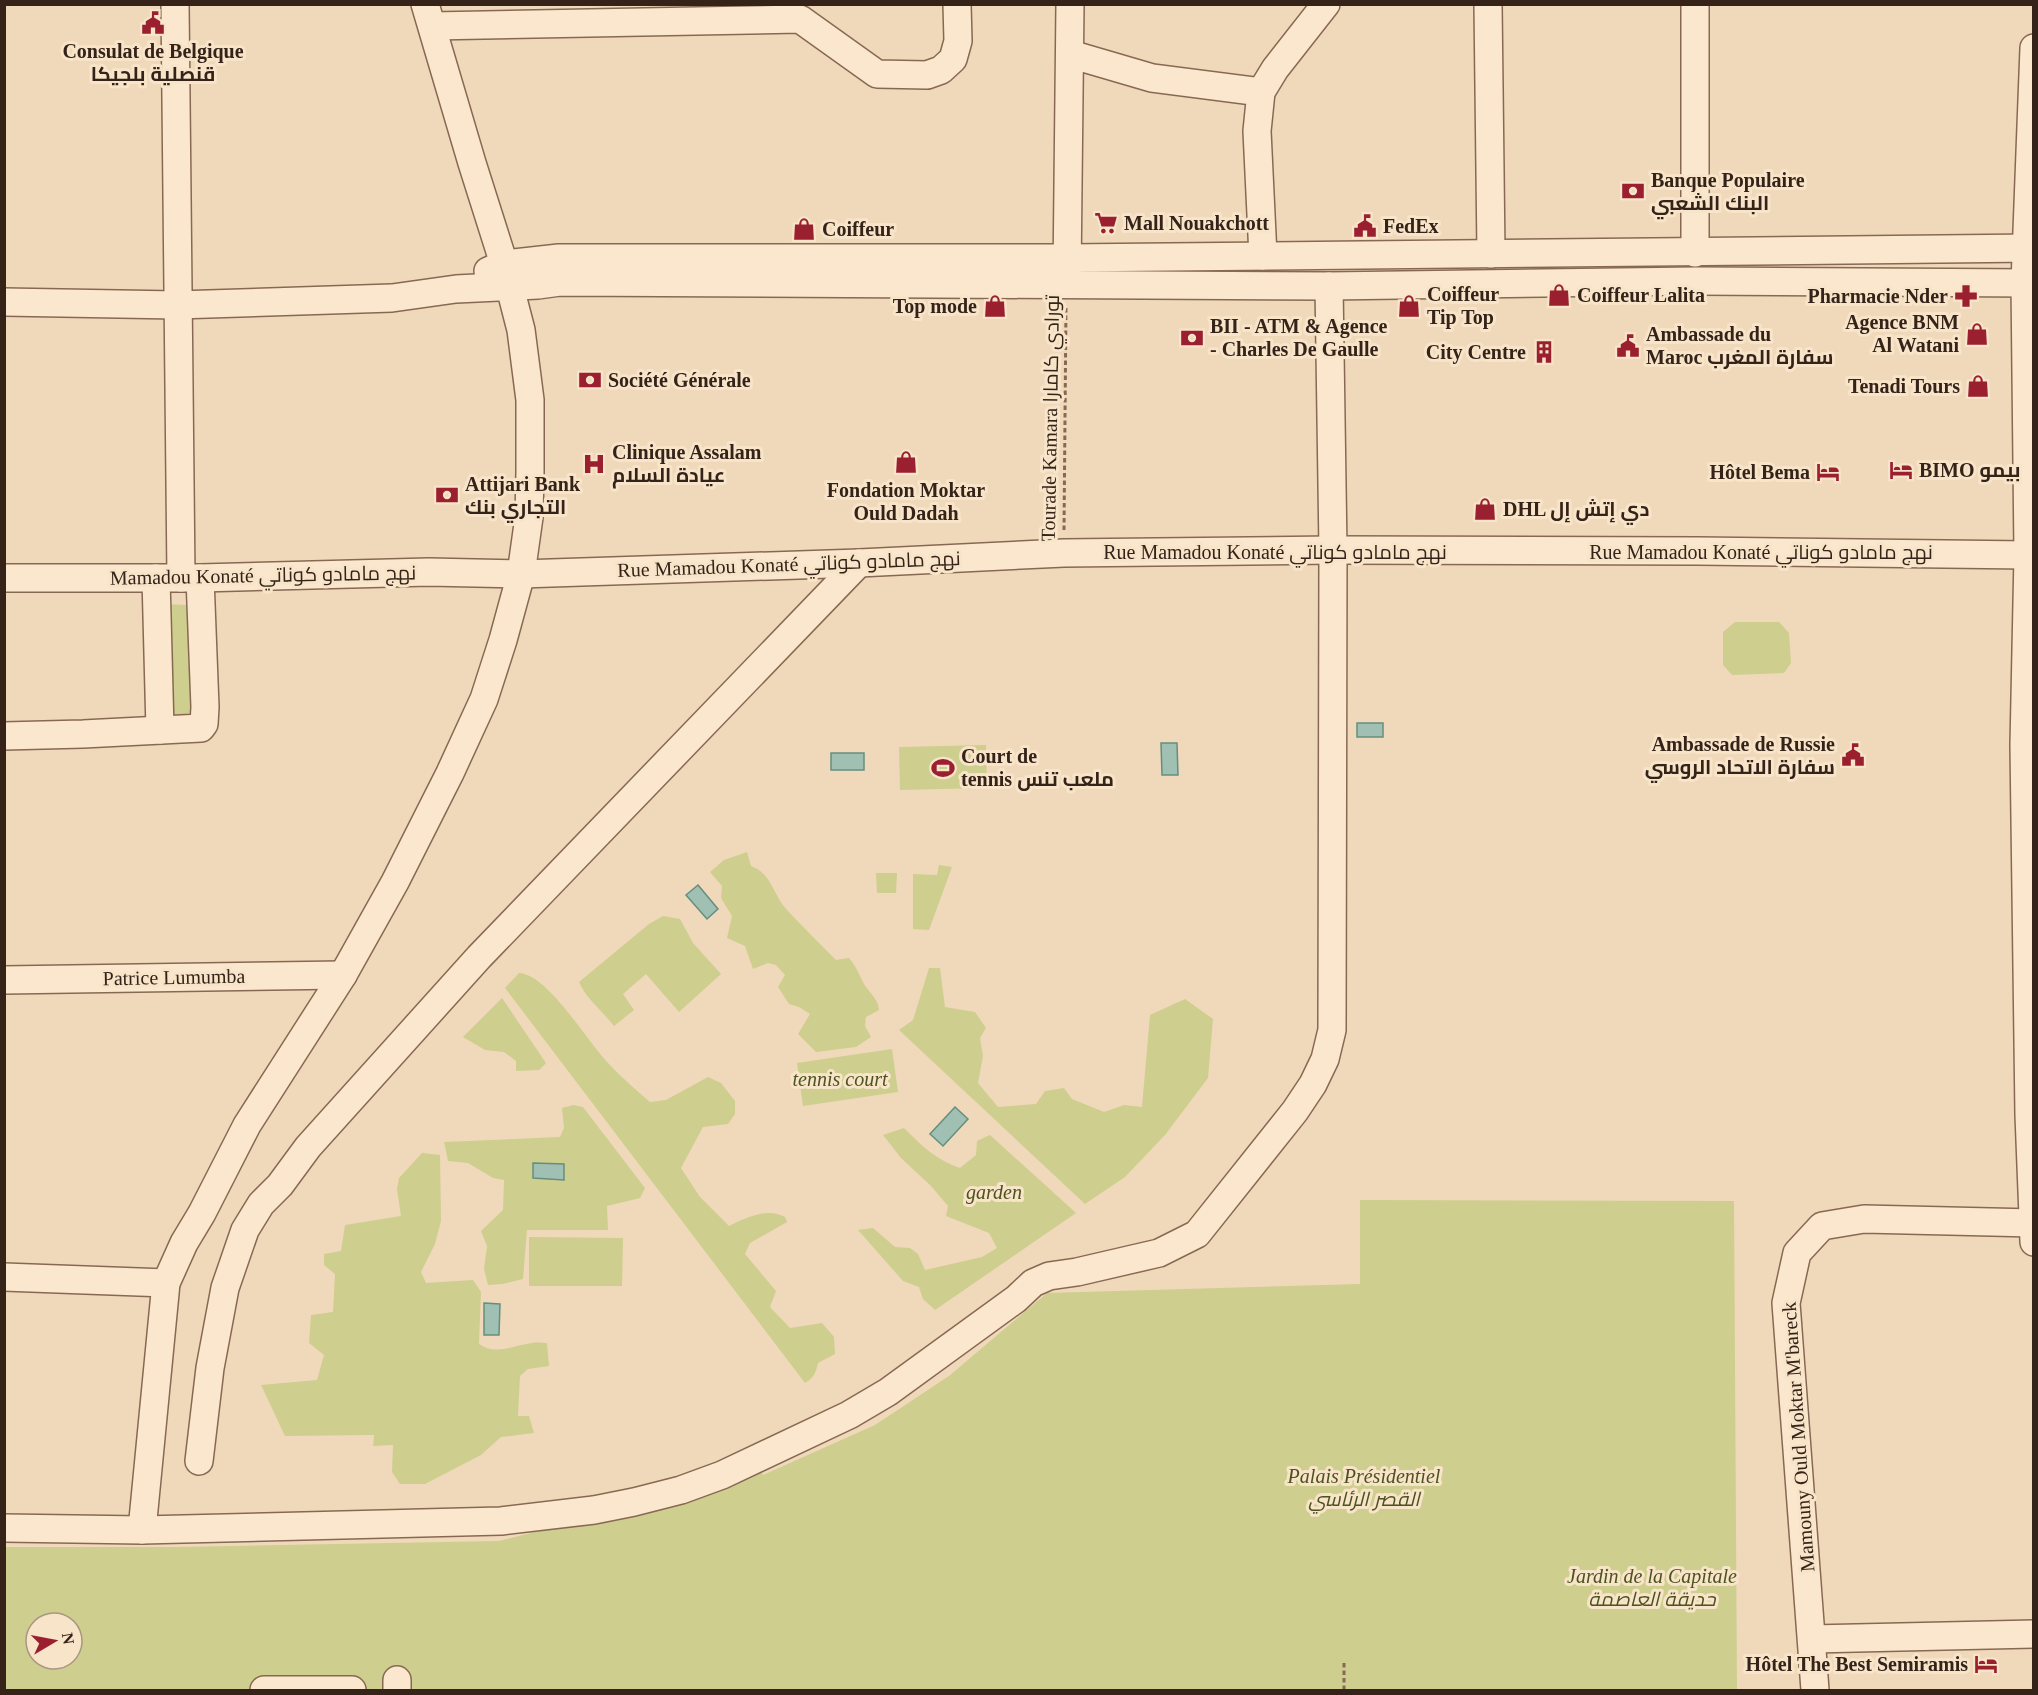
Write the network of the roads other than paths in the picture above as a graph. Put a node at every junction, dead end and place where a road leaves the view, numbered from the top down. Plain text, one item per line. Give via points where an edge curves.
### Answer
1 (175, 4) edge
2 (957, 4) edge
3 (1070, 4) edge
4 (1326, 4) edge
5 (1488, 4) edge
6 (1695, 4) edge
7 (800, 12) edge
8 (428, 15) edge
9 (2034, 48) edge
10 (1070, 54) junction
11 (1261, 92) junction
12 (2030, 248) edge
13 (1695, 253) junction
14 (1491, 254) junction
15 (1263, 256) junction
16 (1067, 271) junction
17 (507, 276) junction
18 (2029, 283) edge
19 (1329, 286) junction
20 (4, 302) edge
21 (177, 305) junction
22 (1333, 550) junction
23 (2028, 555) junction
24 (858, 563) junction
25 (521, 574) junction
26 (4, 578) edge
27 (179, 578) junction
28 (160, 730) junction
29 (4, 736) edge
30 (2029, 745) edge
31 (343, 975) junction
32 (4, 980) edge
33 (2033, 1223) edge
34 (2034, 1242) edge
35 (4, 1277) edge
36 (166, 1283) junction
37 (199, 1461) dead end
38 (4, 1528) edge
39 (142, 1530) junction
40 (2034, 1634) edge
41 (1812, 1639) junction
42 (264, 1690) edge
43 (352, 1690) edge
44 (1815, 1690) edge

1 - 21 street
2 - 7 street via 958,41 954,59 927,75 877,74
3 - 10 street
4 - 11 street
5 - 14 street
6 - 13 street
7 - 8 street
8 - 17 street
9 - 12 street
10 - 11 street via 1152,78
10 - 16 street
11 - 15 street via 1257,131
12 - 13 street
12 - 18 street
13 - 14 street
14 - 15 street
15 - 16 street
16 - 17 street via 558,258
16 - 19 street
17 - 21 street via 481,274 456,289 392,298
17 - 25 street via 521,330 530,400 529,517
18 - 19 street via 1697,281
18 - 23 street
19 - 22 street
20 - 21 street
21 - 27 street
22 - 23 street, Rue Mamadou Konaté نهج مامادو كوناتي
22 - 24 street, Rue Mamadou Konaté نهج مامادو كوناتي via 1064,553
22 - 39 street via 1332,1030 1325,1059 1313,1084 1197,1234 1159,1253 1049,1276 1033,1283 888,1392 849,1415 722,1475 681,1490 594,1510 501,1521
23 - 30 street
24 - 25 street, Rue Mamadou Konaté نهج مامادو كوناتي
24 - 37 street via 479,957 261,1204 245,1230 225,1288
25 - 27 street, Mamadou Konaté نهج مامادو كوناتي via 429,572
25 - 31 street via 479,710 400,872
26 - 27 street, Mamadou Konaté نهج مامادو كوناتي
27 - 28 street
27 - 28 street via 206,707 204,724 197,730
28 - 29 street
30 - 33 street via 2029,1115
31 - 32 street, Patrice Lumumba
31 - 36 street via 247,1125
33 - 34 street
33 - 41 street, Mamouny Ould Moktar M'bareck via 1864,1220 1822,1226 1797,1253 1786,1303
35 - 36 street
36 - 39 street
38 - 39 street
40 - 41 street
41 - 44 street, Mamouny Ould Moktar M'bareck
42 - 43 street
——————
WORK INSTRUCTIONS: Give back the data exactly. Skip any images.

ANSWER BELOW:
Write the network of the roads other than paths in the picture above as a graph. Put a node at every junction, dead end and place where a road leaves the view, numbered from the top down. Plain text, one item per line. Give via points where an edge curves.
### Answer
1 (175, 4) edge
2 (957, 4) edge
3 (1070, 4) edge
4 (1326, 4) edge
5 (1488, 4) edge
6 (1695, 4) edge
7 (800, 12) edge
8 (428, 15) edge
9 (2034, 48) edge
10 (1070, 54) junction
11 (1261, 92) junction
12 (2030, 248) edge
13 (1695, 253) junction
14 (1491, 254) junction
15 (1263, 256) junction
16 (1067, 271) junction
17 (507, 276) junction
18 (2029, 283) edge
19 (1329, 286) junction
20 (4, 302) edge
21 (177, 305) junction
22 (1333, 550) junction
23 (2028, 555) junction
24 (858, 563) junction
25 (521, 574) junction
26 (4, 578) edge
27 (179, 578) junction
28 (160, 730) junction
29 (4, 736) edge
30 (2029, 745) edge
31 (343, 975) junction
32 (4, 980) edge
33 (2033, 1223) edge
34 (2034, 1242) edge
35 (4, 1277) edge
36 (166, 1283) junction
37 (199, 1461) dead end
38 (4, 1528) edge
39 (142, 1530) junction
40 (2034, 1634) edge
41 (1812, 1639) junction
42 (264, 1690) edge
43 (352, 1690) edge
44 (1815, 1690) edge

1 - 21 street
2 - 7 street via 958,41 954,59 927,75 877,74
3 - 10 street
4 - 11 street
5 - 14 street
6 - 13 street
7 - 8 street
8 - 17 street
9 - 12 street
10 - 11 street via 1152,78
10 - 16 street
11 - 15 street via 1257,131
12 - 13 street
12 - 18 street
13 - 14 street
14 - 15 street
15 - 16 street
16 - 17 street via 558,258
16 - 19 street
17 - 21 street via 481,274 456,289 392,298
17 - 25 street via 521,330 530,400 529,517
18 - 19 street via 1697,281
18 - 23 street
19 - 22 street
20 - 21 street
21 - 27 street
22 - 23 street, Rue Mamadou Konaté نهج مامادو كوناتي
22 - 24 street, Rue Mamadou Konaté نهج مامادو كوناتي via 1064,553
22 - 39 street via 1332,1030 1325,1059 1313,1084 1197,1234 1159,1253 1049,1276 1033,1283 888,1392 849,1415 722,1475 681,1490 594,1510 501,1521
23 - 30 street
24 - 25 street, Rue Mamadou Konaté نهج مامادو كوناتي
24 - 37 street via 479,957 261,1204 245,1230 225,1288
25 - 27 street, Mamadou Konaté نهج مامادو كوناتي via 429,572
25 - 31 street via 479,710 400,872
26 - 27 street, Mamadou Konaté نهج مامادو كوناتي
27 - 28 street
27 - 28 street via 206,707 204,724 197,730
28 - 29 street
30 - 33 street via 2029,1115
31 - 32 street, Patrice Lumumba
31 - 36 street via 247,1125
33 - 34 street
33 - 41 street, Mamouny Ould Moktar M'bareck via 1864,1220 1822,1226 1797,1253 1786,1303
35 - 36 street
36 - 39 street
38 - 39 street
40 - 41 street
41 - 44 street, Mamouny Ould Moktar M'bareck
42 - 43 street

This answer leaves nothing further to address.